The need for careful drafting is the lesson to be learned from a recent decision. A corporation had obtained a $3 million commercial mortgage from the lender in connection with the purchase of a waterfront property, marina and hotel. The full loan was repayable once the 10-month term expired, and it was supported by several unconditional guarantees provided with independent legal advice. The guarantors and the borrowing corporation each executed a mortgage commitment letter, which contained a clause that it was the “entire agreement” between them. However, issues arose as to the fitness of certain buildings for development, so the commitment letter expired before the lender advanced the borrowed funds.
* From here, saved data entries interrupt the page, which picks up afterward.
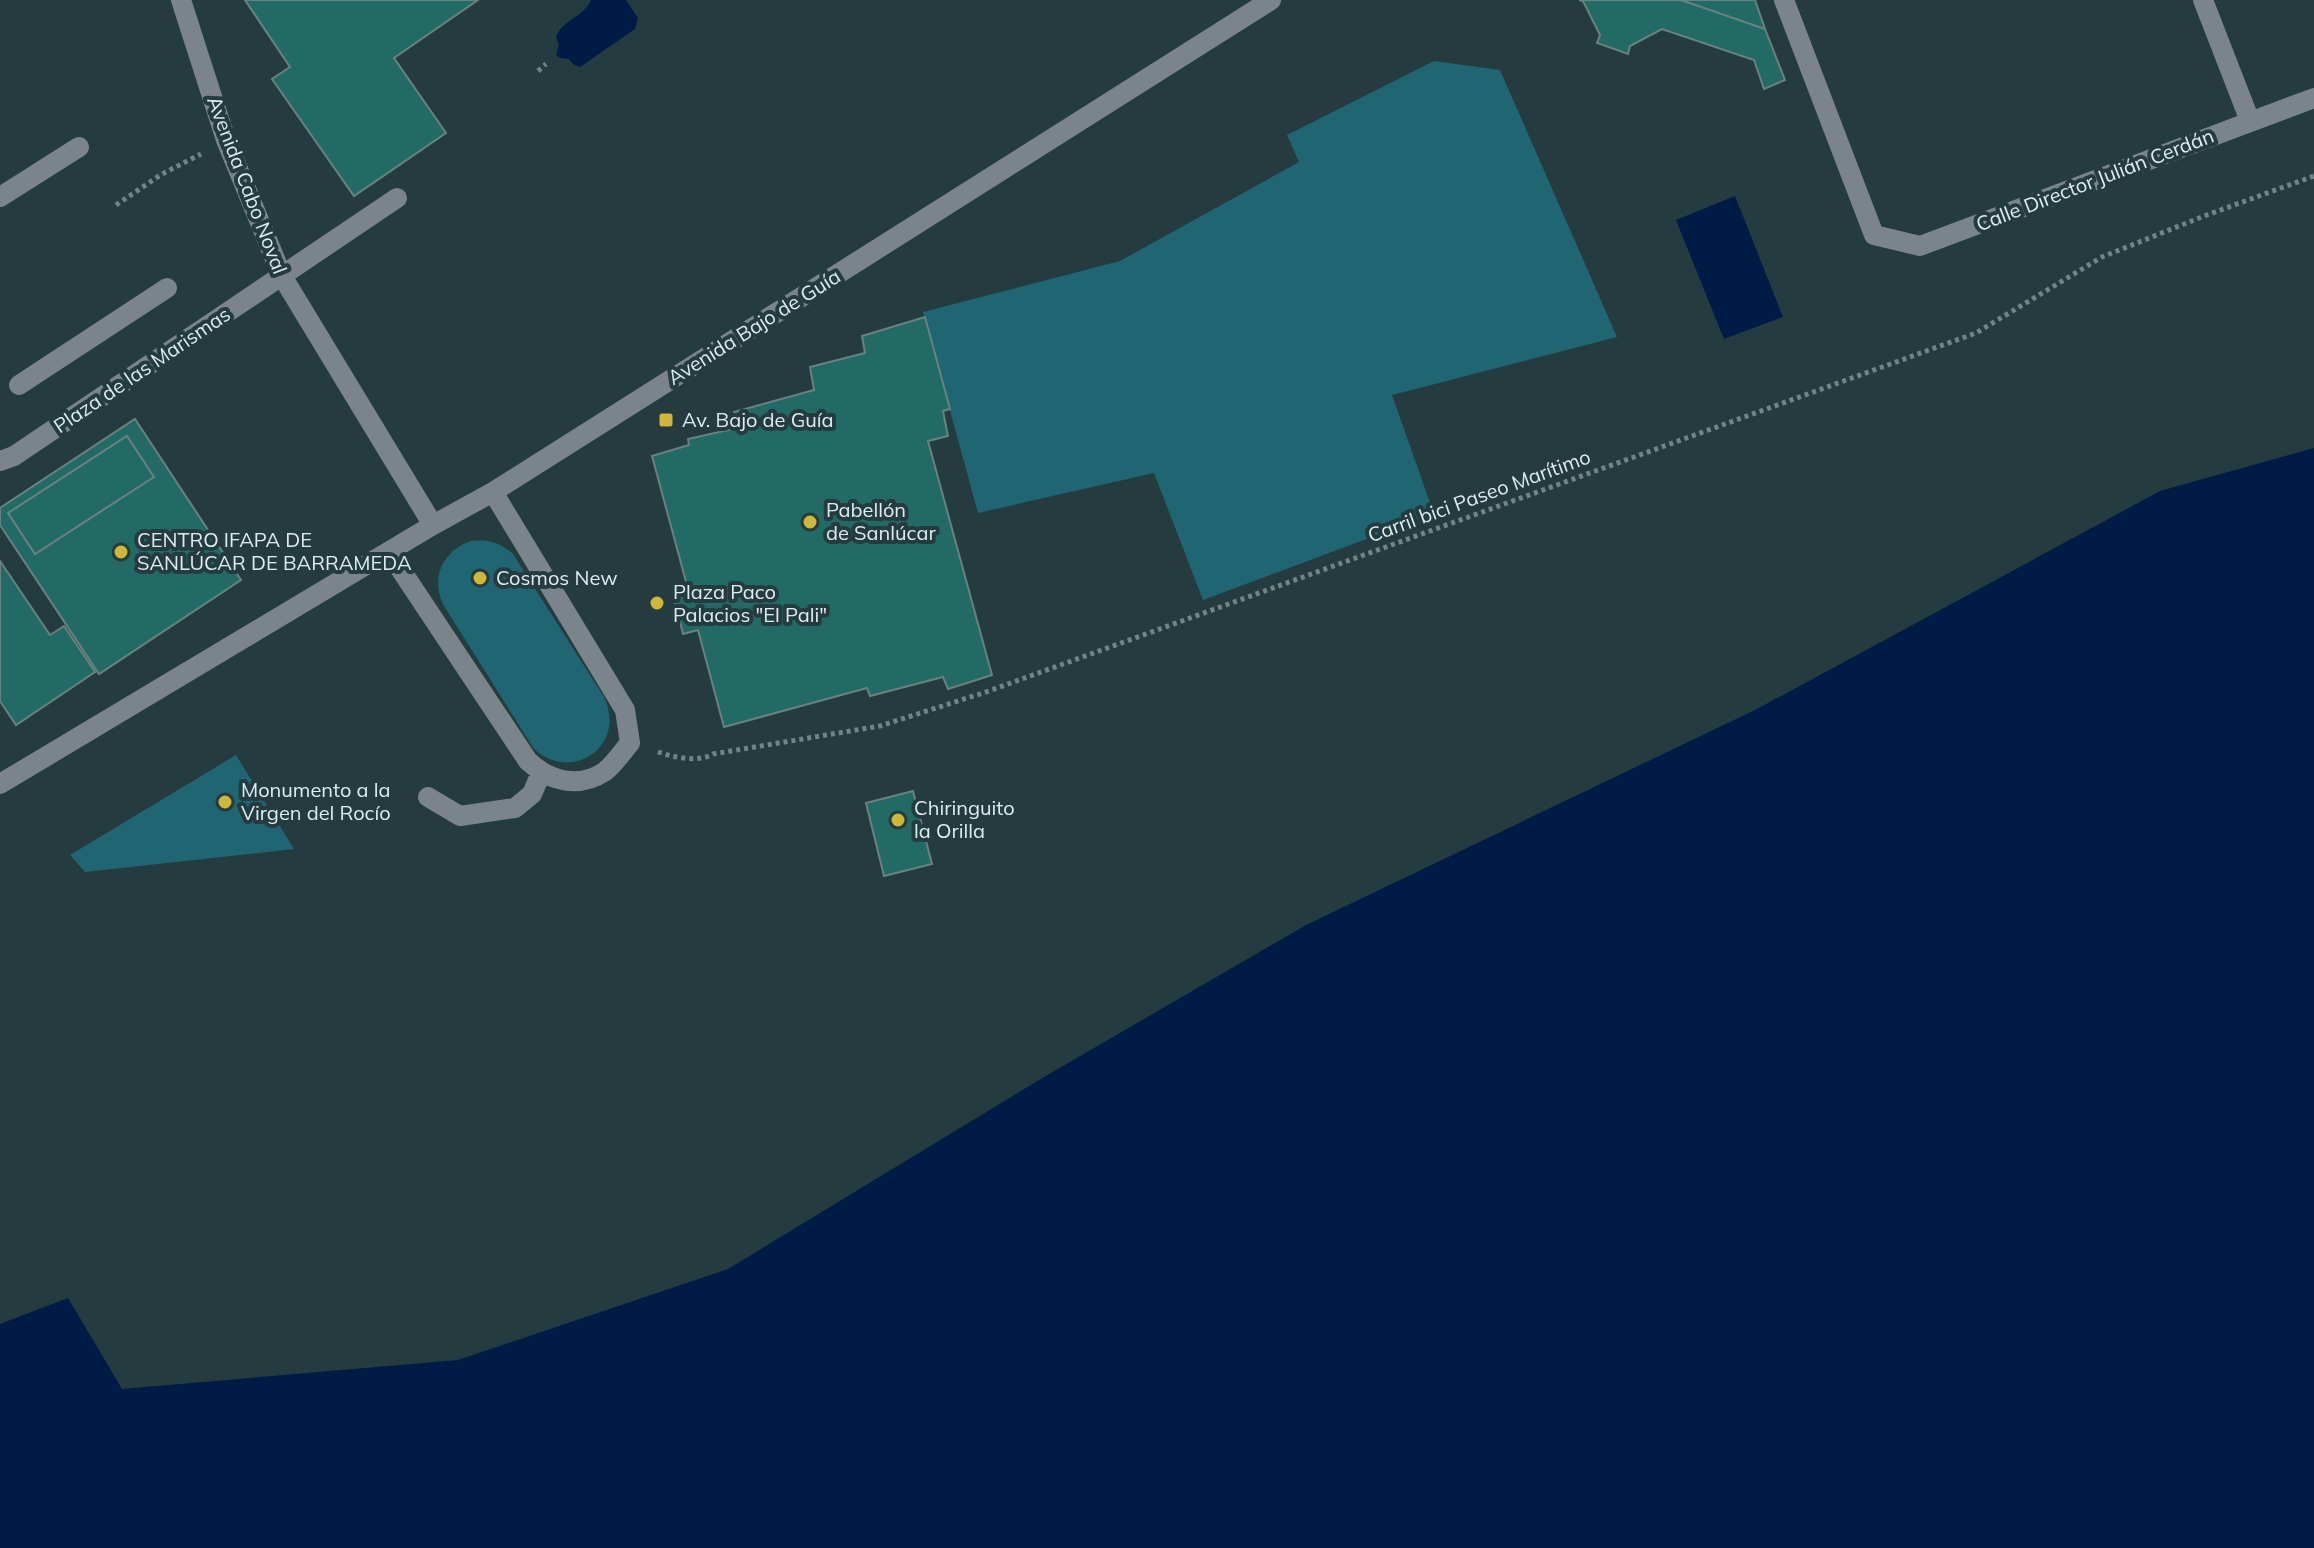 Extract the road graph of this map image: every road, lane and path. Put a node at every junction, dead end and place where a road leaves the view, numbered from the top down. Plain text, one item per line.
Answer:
1 (1271, 0) edge
2 (1784, 0) edge
3 (2203, 0) edge
4 (183, 1) edge
5 (546, 64) dead end
6 (538, 71) dead end
7 (2314, 98) edge
8 (2250, 121) junction
9 (226, 140) junction
10 (79, 147) dead end
11 (2314, 176) edge
12 (0, 197) edge
13 (397, 198) dead end
14 (116, 205) dead end
15 (282, 276) junction
16 (167, 288) dead end
17 (19, 385) dead end
18 (0, 461) edge
19 (493, 492) junction
20 (433, 525) junction
21 (389, 552) junction
22 (630, 743) junction
23 (541, 773) junction
24 (0, 784) edge
25 (428, 797) dead end

1 - 19 street, Avenida Bajo de Guía
2 - 8 street, Calle Director Julián Cerdán
3 - 8 street
4 - 9 street, Avenida Cabo Noval
5 - 6 path
7 - 8 street, Calle Director Julián Cerdán
9 - 14 path
9 - 15 street, Avenida Cabo Noval
10 - 12 street
11 - 22 path, Carril bici Paseo Marítimo
13 - 15 street, Plaza de las Marismas
15 - 18 street, Plaza de las Marismas
15 - 20 street, Avenida Cabo Noval
16 - 17 street
19 - 20 street, Avenida Bajo de Guía
19 - 22 street
20 - 21 street, Avenida Bajo de Guía
21 - 23 street
21 - 24 street, Avenida Bajo de Guía
22 - 23 street
23 - 25 street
Still, the parties proceeded on the assumption that the transaction would proceed if certain conditions were met, and when it did close the mortgage specifically referred to the commitment letter as being the basis for the corporation’s indebtedness. The lender later sued on both the payment covenant in the commitment letter, and on the guarantees.
 
The court found that the terms of the guarantees were clear and unambiguous: their wording rendered them unaffected by the expiry of the commitment letter. Instead, they were effective regardless of any loss suffered in respect of the underlying security. As the court observed, there was no evidence to the contrary: “…the record is bereft of any document that suggests that the guarantors advised anyone, after the closing of the transaction, that they considered their guarantees at an end following the expiry of the commitment letter.”
 
Moreover, the corporation was aware of the “entire agreement” clause, and both parties were sophisticated and had entered into the transaction “with their eyes open”. The guarantors had agreed to guarantee the corporation’s indebtedness to the lender no matter how it arose, and regardless of any alterations in the terms of the arrangement between them (including the expiry of the commitment letter, and issues as to the property’s fitness for development). The lender was accordingly entitled to summary judgment for repayment of the loan and for payment under the guarantee. See Carevest Capital Inc. v. Belle Harbour Developments Inc., 2009 (ON S.C.)